[[ DATASET EXCERPTS, beginning ]]

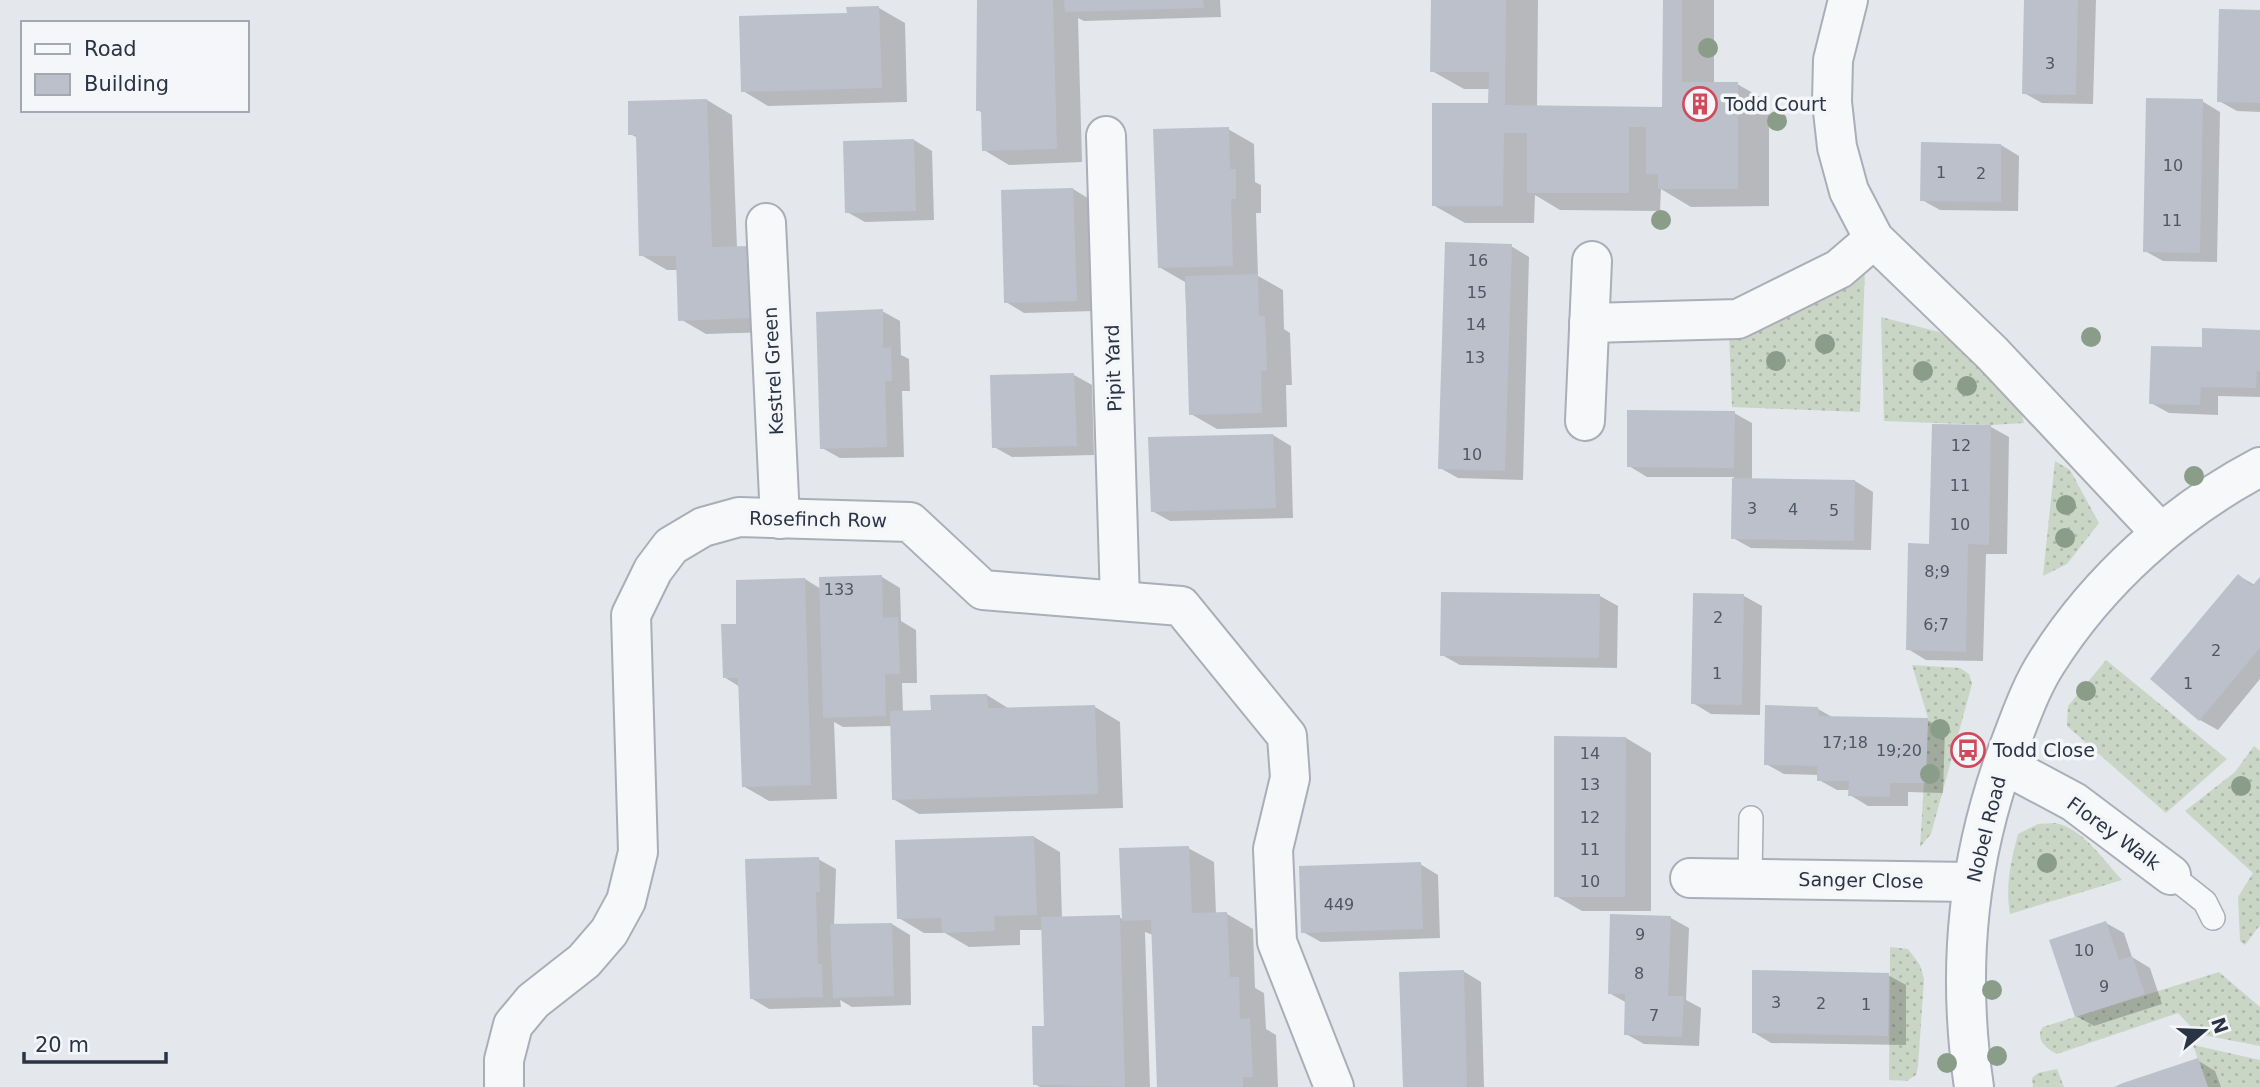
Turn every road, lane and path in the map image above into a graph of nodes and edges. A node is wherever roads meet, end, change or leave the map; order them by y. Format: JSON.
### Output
{"nodes":[{"id":1,"x":1848,"y":0,"type":"edge"},
{"id":2,"x":1106,"y":136,"type":"dead end"},
{"id":3,"x":766,"y":223,"type":"dead end"},
{"id":4,"x":1874,"y":239,"type":"junction"},
{"id":5,"x":1592,"y":261,"type":"dead end"},
{"id":6,"x":1589,"y":323,"type":"junction"},
{"id":7,"x":1585,"y":421,"type":"dead end"},
{"id":8,"x":2260,"y":467,"type":"edge"},
{"id":9,"x":780,"y":519,"type":"junction"},
{"id":10,"x":2161,"y":533,"type":"junction"},
{"id":11,"x":1120,"y":601,"type":"junction"},
{"id":12,"x":2003,"y":764,"type":"junction"},
{"id":13,"x":1751,"y":818,"type":"dead end"},
{"id":14,"x":2171,"y":875,"type":"joint"},
{"id":15,"x":1690,"y":878,"type":"dead end"},
{"id":16,"x":1750,"y":879,"type":"junction"},
{"id":17,"x":1971,"y":882,"type":"junction"},
{"id":18,"x":2213,"y":918,"type":"dead end"},
{"id":19,"x":505,"y":1087,"type":"edge"},
{"id":20,"x":1334,"y":1087,"type":"edge"},
{"id":21,"x":1974,"y":1087,"type":"edge"}],
"edges":[{"from":1,"to":4,"type":"street"},
{"from":2,"to":11,"type":"street","name":"Pipit Yard"},
{"from":3,"to":9,"type":"street","name":"Kestrel Green"},
{"from":4,"to":6,"type":"street"},
{"from":4,"to":10,"type":"street"},
{"from":5,"to":6,"type":"street"},
{"from":6,"to":7,"type":"street"},
{"from":8,"to":10,"type":"street","name":"Nobel Road"},
{"from":9,"to":11,"type":"street","name":"Rosefinch Row"},
{"from":9,"to":19,"type":"street","name":"Rosefinch Row"},
{"from":10,"to":12,"type":"street","name":"Nobel Road"},
{"from":11,"to":20,"type":"street","name":"Rosefinch Row"},
{"from":12,"to":14,"type":"street","name":"Florey Walk"},
{"from":12,"to":17,"type":"street","name":"Nobel Road"},
{"from":13,"to":16,"type":"lane"},
{"from":14,"to":18,"type":"lane","name":"Florey Walk"},
{"from":15,"to":16,"type":"street","name":"Sanger Close"},
{"from":16,"to":17,"type":"street","name":"Sanger Close"},
{"from":17,"to":21,"type":"street","name":"Nobel Road"}]}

[[ DATASET EXCERPTS, end ]]

WHAT YOU WILL DO - From the first record to the last, print everything again exactly, without pictures.

PROBLEM SOLUTION -
Turn every road, lane and path in the map image above into a graph of nodes and edges. A node is wherever roads meet, end, change or leave the map; order them by y. Format: JSON.
### Output
{"nodes":[{"id":1,"x":1848,"y":0,"type":"edge"},
{"id":2,"x":1106,"y":136,"type":"dead end"},
{"id":3,"x":766,"y":223,"type":"dead end"},
{"id":4,"x":1874,"y":239,"type":"junction"},
{"id":5,"x":1592,"y":261,"type":"dead end"},
{"id":6,"x":1589,"y":323,"type":"junction"},
{"id":7,"x":1585,"y":421,"type":"dead end"},
{"id":8,"x":2260,"y":467,"type":"edge"},
{"id":9,"x":780,"y":519,"type":"junction"},
{"id":10,"x":2161,"y":533,"type":"junction"},
{"id":11,"x":1120,"y":601,"type":"junction"},
{"id":12,"x":2003,"y":764,"type":"junction"},
{"id":13,"x":1751,"y":818,"type":"dead end"},
{"id":14,"x":2171,"y":875,"type":"joint"},
{"id":15,"x":1690,"y":878,"type":"dead end"},
{"id":16,"x":1750,"y":879,"type":"junction"},
{"id":17,"x":1971,"y":882,"type":"junction"},
{"id":18,"x":2213,"y":918,"type":"dead end"},
{"id":19,"x":505,"y":1087,"type":"edge"},
{"id":20,"x":1334,"y":1087,"type":"edge"},
{"id":21,"x":1974,"y":1087,"type":"edge"}],
"edges":[{"from":1,"to":4,"type":"street"},
{"from":2,"to":11,"type":"street","name":"Pipit Yard"},
{"from":3,"to":9,"type":"street","name":"Kestrel Green"},
{"from":4,"to":6,"type":"street"},
{"from":4,"to":10,"type":"street"},
{"from":5,"to":6,"type":"street"},
{"from":6,"to":7,"type":"street"},
{"from":8,"to":10,"type":"street","name":"Nobel Road"},
{"from":9,"to":11,"type":"street","name":"Rosefinch Row"},
{"from":9,"to":19,"type":"street","name":"Rosefinch Row"},
{"from":10,"to":12,"type":"street","name":"Nobel Road"},
{"from":11,"to":20,"type":"street","name":"Rosefinch Row"},
{"from":12,"to":14,"type":"street","name":"Florey Walk"},
{"from":12,"to":17,"type":"street","name":"Nobel Road"},
{"from":13,"to":16,"type":"lane"},
{"from":14,"to":18,"type":"lane","name":"Florey Walk"},
{"from":15,"to":16,"type":"street","name":"Sanger Close"},
{"from":16,"to":17,"type":"street","name":"Sanger Close"},
{"from":17,"to":21,"type":"street","name":"Nobel Road"}]}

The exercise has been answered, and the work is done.